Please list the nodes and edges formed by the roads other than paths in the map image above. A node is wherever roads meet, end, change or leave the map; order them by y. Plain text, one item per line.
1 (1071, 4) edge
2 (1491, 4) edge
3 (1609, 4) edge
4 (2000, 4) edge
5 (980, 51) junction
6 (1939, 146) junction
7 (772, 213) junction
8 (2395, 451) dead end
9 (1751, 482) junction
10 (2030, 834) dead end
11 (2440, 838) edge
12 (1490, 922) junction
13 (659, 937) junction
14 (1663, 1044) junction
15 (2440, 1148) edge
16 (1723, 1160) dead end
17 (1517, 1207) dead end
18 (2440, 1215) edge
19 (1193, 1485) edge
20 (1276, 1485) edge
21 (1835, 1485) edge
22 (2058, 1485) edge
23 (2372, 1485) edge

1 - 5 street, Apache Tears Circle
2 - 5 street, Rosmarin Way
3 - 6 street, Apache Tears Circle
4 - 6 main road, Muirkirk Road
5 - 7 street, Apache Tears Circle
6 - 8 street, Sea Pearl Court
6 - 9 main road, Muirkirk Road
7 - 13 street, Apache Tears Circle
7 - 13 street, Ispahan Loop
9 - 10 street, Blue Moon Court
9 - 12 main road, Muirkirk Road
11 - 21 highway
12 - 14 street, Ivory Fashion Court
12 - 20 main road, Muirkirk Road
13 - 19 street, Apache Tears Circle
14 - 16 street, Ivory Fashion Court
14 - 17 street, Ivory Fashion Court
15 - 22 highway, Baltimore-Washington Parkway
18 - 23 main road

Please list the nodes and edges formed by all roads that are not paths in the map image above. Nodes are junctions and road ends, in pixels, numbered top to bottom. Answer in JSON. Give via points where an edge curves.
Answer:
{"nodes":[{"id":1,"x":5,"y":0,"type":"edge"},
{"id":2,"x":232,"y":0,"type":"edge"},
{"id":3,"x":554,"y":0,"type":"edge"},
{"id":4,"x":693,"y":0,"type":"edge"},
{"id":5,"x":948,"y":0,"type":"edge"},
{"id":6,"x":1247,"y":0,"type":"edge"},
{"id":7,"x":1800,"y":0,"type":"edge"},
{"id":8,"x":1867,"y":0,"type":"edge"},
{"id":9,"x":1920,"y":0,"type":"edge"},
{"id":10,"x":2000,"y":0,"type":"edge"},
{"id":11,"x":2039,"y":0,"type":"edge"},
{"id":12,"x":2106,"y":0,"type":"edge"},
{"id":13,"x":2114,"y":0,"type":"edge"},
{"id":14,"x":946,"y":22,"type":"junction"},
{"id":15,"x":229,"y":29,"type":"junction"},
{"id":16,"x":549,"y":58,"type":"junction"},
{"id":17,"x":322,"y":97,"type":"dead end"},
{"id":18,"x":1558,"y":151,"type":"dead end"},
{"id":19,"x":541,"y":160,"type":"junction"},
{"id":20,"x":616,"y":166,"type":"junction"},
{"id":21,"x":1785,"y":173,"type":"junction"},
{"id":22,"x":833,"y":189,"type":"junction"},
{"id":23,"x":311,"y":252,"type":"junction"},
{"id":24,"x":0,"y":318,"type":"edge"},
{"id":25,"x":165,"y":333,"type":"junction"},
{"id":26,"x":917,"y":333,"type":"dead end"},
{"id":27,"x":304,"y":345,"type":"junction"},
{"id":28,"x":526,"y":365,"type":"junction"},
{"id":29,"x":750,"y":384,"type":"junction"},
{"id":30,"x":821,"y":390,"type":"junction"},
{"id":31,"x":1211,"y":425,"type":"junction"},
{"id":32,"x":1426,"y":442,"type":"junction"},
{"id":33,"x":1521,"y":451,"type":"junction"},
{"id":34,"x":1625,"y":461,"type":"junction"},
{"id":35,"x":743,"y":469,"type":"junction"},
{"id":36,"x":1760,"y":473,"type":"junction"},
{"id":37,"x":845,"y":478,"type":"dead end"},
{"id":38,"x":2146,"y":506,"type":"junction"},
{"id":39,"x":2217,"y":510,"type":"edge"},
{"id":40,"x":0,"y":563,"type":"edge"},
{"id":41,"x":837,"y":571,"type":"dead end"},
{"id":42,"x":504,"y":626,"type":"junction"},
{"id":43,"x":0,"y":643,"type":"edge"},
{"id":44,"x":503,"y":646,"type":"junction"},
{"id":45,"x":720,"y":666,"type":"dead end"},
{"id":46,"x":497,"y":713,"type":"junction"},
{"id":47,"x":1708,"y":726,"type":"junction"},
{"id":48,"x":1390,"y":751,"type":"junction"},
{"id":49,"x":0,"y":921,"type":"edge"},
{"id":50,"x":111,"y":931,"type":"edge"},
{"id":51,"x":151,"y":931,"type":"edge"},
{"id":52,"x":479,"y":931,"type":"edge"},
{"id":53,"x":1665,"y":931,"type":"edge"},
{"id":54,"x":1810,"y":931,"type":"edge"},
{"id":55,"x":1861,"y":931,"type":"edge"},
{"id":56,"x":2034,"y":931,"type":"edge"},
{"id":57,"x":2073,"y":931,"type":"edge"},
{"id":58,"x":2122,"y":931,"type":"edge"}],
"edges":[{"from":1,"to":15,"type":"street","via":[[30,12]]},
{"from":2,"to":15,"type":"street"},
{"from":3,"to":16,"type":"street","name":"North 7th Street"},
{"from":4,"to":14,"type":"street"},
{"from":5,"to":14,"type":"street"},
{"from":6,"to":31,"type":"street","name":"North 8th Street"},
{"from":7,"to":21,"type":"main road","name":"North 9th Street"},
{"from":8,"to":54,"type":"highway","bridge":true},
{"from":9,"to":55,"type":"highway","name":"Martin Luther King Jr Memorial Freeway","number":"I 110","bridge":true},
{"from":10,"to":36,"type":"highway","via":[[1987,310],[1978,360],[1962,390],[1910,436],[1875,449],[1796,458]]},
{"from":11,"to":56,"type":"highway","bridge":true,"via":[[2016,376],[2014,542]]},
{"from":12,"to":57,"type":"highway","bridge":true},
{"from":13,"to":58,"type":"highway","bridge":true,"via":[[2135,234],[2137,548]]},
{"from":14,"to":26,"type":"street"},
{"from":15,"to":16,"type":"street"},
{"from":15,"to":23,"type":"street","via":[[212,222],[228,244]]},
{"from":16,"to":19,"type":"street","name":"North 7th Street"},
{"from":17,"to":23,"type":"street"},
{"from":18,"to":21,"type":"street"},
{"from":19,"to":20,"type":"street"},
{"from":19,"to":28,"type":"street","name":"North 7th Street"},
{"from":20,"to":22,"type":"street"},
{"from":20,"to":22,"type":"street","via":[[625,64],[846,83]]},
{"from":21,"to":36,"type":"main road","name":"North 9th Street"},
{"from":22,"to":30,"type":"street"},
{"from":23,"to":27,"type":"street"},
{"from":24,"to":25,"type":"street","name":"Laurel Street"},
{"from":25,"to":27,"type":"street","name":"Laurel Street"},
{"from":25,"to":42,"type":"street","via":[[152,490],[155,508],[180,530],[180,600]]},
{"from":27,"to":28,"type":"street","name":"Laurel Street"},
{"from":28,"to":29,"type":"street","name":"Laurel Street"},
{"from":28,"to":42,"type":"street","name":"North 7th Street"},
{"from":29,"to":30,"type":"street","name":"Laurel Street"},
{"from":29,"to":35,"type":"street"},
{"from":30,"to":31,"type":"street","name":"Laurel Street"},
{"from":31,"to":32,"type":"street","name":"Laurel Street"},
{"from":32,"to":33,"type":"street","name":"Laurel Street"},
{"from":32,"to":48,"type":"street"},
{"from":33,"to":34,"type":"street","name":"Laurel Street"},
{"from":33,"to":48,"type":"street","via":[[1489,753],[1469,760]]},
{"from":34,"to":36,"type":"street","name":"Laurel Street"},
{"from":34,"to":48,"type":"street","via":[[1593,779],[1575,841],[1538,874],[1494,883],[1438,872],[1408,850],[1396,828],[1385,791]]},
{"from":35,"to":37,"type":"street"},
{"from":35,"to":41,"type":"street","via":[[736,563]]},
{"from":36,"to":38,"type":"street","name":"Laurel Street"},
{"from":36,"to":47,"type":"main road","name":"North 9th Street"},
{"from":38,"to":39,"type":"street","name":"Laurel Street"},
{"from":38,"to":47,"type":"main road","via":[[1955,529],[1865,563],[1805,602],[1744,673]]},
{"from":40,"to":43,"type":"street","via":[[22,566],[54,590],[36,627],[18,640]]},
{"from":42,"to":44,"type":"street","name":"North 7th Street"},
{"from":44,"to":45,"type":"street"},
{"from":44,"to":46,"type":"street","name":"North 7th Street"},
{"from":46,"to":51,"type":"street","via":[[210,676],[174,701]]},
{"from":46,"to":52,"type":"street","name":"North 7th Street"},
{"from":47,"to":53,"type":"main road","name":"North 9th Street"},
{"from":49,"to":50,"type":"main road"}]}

## ASSIGNMENT
Among the entries above, find every line holding "Muirkirk" and copy it.

## RESPONSE AREA
4 - 6 main road, Muirkirk Road
6 - 9 main road, Muirkirk Road
9 - 12 main road, Muirkirk Road
12 - 20 main road, Muirkirk Road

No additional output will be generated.